WHAT YOU ARE ASKED TO DO
Look through the data below, and copy each line that carries the word "Massachusetts".

[Saved entries]
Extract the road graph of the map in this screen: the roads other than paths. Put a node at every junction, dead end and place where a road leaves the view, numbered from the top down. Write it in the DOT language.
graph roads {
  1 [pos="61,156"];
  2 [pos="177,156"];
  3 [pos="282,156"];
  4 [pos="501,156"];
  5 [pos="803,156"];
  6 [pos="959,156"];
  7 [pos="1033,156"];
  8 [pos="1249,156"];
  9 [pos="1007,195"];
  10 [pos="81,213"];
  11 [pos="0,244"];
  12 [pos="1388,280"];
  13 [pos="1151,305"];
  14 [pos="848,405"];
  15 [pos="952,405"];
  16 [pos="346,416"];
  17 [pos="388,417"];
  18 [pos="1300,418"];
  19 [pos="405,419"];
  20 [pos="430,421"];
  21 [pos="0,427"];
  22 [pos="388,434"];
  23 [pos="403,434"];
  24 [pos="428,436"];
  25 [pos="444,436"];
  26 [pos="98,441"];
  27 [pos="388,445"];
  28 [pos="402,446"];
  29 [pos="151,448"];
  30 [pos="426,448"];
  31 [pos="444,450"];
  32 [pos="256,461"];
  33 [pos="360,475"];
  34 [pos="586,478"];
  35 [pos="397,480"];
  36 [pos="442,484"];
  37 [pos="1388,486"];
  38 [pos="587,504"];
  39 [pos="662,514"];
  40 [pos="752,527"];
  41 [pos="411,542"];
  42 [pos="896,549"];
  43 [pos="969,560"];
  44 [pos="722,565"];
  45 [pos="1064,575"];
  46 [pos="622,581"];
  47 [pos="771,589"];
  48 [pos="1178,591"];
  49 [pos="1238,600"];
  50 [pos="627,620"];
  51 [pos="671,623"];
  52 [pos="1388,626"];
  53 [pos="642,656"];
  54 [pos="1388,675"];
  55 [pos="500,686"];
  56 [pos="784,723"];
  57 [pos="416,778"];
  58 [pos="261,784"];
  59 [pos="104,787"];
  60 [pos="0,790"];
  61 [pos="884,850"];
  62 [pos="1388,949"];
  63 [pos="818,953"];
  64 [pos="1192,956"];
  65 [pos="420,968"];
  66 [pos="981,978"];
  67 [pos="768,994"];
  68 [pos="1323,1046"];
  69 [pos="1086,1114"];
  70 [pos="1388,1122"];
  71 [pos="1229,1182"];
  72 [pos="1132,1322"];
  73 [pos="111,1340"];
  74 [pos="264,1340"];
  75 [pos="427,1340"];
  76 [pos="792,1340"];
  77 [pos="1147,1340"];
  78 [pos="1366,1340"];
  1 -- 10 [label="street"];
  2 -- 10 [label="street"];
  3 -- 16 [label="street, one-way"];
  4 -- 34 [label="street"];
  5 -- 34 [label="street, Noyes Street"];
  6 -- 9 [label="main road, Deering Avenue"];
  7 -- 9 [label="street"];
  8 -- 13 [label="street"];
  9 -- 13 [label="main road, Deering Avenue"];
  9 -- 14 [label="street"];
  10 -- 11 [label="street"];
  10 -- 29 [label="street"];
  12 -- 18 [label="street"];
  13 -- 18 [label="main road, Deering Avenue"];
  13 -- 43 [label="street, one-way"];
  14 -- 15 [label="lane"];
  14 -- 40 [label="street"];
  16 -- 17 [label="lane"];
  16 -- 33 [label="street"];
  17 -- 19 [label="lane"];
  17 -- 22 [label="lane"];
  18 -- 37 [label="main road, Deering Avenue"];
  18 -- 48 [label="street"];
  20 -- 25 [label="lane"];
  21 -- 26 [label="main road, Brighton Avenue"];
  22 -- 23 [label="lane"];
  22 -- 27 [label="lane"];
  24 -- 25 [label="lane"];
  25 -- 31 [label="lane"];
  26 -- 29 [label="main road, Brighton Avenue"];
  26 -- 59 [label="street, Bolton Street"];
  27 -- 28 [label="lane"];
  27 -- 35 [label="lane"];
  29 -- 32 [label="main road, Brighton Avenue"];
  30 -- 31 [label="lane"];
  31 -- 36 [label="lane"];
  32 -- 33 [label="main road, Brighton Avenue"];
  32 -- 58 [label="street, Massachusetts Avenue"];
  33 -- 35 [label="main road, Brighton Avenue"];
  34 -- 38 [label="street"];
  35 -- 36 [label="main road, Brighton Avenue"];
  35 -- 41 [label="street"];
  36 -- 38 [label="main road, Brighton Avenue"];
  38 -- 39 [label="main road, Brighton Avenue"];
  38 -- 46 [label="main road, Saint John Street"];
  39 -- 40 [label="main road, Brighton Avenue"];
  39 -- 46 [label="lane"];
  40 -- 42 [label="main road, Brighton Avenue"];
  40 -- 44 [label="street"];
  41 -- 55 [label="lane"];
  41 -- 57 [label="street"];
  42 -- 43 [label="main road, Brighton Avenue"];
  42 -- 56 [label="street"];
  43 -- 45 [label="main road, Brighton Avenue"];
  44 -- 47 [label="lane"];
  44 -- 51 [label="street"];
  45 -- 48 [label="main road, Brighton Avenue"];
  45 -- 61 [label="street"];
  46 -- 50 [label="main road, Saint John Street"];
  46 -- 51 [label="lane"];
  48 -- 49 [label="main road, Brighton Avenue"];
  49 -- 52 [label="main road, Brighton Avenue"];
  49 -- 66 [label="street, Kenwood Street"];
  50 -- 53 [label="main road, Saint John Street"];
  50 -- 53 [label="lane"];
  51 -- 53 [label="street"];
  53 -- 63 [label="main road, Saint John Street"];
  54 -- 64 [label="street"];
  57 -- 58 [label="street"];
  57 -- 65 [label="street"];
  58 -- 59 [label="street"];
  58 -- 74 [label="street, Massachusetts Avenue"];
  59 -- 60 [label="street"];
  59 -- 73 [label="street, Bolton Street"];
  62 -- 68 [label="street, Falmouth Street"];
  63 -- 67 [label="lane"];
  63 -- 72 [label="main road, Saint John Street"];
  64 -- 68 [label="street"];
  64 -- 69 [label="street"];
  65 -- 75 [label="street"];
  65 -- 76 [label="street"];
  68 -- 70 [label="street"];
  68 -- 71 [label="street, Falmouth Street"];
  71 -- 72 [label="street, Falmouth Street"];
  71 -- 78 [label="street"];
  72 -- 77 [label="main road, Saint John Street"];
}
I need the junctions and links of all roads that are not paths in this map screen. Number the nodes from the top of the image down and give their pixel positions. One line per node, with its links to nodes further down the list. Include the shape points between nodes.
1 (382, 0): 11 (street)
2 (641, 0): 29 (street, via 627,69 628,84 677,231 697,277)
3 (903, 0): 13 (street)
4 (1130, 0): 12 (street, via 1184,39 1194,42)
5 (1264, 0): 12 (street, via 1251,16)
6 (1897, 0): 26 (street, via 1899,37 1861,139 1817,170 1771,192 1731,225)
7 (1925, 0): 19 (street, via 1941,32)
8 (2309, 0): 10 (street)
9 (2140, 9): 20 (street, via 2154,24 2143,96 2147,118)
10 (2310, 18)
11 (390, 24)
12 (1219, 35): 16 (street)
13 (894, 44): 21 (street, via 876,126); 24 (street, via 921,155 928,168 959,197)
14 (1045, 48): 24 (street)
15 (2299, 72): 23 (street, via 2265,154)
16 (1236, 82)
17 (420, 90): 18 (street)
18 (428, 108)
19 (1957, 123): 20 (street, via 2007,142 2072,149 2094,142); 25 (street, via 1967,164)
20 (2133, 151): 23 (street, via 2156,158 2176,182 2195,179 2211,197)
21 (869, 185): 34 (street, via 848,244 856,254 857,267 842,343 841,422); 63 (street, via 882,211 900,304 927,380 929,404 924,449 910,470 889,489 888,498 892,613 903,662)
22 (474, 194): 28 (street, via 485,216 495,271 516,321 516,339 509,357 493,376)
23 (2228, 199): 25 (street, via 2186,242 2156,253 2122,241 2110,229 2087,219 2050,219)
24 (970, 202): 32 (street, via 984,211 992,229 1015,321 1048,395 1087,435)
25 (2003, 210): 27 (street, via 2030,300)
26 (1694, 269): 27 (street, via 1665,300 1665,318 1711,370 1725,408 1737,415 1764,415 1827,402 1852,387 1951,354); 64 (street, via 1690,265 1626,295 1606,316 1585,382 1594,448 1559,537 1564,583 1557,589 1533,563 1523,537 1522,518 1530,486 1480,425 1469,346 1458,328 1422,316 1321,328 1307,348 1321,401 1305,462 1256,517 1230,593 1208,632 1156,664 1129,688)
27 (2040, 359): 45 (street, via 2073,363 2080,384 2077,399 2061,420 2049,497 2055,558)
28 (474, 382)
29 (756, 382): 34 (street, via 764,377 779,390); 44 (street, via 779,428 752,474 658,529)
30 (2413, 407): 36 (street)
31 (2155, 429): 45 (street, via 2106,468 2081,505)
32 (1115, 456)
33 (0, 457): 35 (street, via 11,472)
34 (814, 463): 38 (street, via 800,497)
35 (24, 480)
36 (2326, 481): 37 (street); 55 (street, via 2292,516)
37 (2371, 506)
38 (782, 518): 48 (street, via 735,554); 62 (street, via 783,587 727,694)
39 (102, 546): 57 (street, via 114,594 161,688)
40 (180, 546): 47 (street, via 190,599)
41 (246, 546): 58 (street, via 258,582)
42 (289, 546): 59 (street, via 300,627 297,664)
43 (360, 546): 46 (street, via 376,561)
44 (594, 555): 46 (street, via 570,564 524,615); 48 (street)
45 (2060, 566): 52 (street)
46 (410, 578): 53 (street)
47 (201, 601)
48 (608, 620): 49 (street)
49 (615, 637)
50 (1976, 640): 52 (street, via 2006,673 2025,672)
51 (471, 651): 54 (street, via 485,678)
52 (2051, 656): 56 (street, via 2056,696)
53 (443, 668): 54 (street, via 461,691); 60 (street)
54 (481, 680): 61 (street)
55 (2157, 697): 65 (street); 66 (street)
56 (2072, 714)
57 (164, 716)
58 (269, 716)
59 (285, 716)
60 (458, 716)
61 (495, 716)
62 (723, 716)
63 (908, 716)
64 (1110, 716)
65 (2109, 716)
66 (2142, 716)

SOLUTION BELOW
  32 -- 58 [label="street, Massachusetts Avenue"];
  58 -- 74 [label="street, Massachusetts Avenue"];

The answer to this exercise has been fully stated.